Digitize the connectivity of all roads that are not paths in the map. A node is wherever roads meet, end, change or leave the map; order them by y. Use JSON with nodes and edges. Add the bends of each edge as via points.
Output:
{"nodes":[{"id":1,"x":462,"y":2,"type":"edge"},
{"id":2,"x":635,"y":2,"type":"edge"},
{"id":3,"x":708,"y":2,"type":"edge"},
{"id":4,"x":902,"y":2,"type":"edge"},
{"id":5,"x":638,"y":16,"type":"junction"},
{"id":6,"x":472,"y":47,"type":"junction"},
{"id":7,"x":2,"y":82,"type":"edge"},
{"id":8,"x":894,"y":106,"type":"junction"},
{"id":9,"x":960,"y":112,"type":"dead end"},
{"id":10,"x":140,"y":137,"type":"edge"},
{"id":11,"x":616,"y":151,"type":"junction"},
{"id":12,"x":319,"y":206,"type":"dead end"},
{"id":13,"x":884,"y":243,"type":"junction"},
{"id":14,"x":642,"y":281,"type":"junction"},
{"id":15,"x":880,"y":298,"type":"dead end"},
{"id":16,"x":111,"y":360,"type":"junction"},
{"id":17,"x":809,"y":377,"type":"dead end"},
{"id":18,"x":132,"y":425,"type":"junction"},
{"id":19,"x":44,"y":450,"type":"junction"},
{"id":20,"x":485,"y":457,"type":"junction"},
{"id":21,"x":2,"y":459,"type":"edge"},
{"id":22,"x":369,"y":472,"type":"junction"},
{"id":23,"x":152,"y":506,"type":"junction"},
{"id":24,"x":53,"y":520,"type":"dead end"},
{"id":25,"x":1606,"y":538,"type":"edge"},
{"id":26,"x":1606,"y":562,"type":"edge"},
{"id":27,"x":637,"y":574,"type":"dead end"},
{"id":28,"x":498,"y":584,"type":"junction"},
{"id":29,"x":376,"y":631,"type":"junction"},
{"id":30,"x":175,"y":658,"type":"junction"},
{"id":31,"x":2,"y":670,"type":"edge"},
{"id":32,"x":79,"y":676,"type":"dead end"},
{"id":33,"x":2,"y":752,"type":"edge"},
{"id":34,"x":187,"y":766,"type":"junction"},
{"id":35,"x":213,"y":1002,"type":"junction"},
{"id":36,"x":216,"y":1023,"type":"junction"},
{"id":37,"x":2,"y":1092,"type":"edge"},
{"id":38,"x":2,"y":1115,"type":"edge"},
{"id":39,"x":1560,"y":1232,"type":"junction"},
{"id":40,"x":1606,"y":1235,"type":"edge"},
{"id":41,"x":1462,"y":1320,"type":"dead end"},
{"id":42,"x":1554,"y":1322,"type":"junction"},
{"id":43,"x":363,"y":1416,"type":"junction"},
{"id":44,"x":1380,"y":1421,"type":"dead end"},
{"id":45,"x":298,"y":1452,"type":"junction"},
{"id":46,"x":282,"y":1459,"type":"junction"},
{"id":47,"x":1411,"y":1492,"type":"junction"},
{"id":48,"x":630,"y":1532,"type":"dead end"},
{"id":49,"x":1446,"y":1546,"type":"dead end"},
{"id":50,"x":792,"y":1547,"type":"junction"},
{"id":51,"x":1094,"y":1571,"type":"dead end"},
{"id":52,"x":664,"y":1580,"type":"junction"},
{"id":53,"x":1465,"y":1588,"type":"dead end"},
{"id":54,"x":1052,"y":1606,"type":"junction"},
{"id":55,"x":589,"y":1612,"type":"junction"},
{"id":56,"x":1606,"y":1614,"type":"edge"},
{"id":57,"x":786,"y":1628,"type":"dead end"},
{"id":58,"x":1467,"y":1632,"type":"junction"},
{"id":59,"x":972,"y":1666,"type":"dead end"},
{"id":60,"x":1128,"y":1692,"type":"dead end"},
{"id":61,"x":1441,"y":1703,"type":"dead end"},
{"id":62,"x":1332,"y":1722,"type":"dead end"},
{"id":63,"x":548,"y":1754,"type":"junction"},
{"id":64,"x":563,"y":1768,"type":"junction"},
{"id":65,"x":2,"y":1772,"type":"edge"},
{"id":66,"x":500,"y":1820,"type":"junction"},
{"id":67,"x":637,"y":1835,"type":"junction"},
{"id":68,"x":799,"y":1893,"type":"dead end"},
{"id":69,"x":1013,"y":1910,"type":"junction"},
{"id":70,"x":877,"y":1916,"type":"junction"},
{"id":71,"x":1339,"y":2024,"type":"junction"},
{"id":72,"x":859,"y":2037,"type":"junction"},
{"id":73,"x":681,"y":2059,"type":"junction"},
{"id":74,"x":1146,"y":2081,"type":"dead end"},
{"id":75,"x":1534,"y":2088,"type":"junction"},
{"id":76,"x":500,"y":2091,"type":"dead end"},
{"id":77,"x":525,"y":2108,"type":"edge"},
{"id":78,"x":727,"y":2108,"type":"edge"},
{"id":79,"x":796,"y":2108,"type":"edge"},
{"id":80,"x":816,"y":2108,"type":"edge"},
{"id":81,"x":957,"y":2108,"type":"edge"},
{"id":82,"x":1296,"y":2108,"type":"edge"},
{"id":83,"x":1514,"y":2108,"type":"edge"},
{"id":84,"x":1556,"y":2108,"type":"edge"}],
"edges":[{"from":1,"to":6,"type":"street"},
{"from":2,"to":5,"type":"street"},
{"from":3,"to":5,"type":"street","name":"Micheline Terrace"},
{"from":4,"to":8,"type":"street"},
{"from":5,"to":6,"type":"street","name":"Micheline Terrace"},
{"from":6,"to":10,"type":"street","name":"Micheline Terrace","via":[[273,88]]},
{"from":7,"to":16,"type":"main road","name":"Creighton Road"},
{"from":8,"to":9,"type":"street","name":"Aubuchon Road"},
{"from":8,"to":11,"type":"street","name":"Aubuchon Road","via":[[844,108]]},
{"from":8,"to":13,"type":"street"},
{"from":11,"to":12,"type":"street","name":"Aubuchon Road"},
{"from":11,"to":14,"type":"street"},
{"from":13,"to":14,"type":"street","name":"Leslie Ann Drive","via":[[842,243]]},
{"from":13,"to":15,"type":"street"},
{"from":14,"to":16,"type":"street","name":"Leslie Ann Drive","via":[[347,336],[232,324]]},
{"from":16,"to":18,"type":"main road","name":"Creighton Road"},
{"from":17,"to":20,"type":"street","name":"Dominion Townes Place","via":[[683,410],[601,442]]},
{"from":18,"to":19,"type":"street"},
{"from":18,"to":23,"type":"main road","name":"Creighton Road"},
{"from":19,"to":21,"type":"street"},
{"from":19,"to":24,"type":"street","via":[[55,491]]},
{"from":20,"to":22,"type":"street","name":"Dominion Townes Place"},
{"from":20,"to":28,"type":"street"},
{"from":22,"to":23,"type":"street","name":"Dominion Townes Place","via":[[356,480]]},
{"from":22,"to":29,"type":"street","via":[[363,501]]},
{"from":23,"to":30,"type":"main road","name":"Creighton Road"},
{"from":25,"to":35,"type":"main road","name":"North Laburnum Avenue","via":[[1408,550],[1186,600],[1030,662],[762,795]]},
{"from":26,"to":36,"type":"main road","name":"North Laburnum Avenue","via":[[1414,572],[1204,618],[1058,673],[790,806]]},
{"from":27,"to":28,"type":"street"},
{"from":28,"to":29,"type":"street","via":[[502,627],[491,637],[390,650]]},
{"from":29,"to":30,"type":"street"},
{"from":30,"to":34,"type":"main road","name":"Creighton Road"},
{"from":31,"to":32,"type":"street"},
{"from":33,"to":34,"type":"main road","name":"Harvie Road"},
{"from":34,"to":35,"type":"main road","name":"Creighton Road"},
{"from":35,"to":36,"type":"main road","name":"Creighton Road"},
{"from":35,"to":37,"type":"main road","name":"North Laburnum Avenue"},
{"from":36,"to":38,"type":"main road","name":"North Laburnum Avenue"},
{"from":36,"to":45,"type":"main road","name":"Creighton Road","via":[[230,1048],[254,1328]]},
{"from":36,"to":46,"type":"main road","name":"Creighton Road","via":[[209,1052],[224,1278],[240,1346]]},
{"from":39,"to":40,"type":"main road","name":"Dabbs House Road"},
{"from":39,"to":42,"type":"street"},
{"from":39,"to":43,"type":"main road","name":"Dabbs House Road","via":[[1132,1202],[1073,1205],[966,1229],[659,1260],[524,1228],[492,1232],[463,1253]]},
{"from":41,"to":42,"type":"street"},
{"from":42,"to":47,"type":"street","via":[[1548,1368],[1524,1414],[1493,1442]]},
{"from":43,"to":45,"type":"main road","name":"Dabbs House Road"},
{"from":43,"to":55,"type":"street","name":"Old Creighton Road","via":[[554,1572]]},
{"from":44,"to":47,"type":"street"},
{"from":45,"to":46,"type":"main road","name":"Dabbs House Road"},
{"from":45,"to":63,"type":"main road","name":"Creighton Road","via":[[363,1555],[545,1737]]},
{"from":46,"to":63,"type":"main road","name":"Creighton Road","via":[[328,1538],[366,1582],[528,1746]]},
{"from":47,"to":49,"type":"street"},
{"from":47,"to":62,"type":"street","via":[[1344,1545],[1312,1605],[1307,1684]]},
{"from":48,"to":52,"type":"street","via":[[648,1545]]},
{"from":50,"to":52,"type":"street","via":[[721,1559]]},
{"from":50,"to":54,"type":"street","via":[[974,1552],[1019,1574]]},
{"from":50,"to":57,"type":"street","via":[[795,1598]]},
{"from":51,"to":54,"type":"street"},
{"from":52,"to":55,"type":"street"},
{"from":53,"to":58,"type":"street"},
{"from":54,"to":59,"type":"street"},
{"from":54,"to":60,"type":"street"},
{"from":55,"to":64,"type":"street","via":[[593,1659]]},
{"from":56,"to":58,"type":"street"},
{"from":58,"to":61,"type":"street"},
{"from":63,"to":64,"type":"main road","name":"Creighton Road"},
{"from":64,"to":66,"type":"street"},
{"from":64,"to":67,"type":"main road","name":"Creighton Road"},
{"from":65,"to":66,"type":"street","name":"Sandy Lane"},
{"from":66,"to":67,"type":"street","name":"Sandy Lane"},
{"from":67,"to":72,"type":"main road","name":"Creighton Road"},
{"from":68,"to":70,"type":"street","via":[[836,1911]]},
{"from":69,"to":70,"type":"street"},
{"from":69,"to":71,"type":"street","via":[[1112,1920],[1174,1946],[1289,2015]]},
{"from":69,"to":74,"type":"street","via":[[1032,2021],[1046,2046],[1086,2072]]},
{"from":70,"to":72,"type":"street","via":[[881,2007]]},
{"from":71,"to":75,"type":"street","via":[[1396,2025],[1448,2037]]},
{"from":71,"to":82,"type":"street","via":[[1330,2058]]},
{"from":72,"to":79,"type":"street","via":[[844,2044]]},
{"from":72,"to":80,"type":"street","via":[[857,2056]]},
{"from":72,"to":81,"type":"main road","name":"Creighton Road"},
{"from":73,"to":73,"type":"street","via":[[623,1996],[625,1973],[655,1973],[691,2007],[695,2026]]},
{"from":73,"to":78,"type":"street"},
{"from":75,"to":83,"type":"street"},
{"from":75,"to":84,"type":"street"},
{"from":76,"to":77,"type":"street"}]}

------------------------

**GOAL OF THE EXERCISE:**
Return, from the data, each line that has the word "nodes" in it.

**FINAL ANSWER:**
Digitize the connectivity of all roads that are not paths in the map. A node is wherever roads meet, end, change or leave the map; order them by y. Use JSON with nodes and edges. Add the bends of each edge as via points.
{"nodes":[{"id":1,"x":462,"y":2,"type":"edge"},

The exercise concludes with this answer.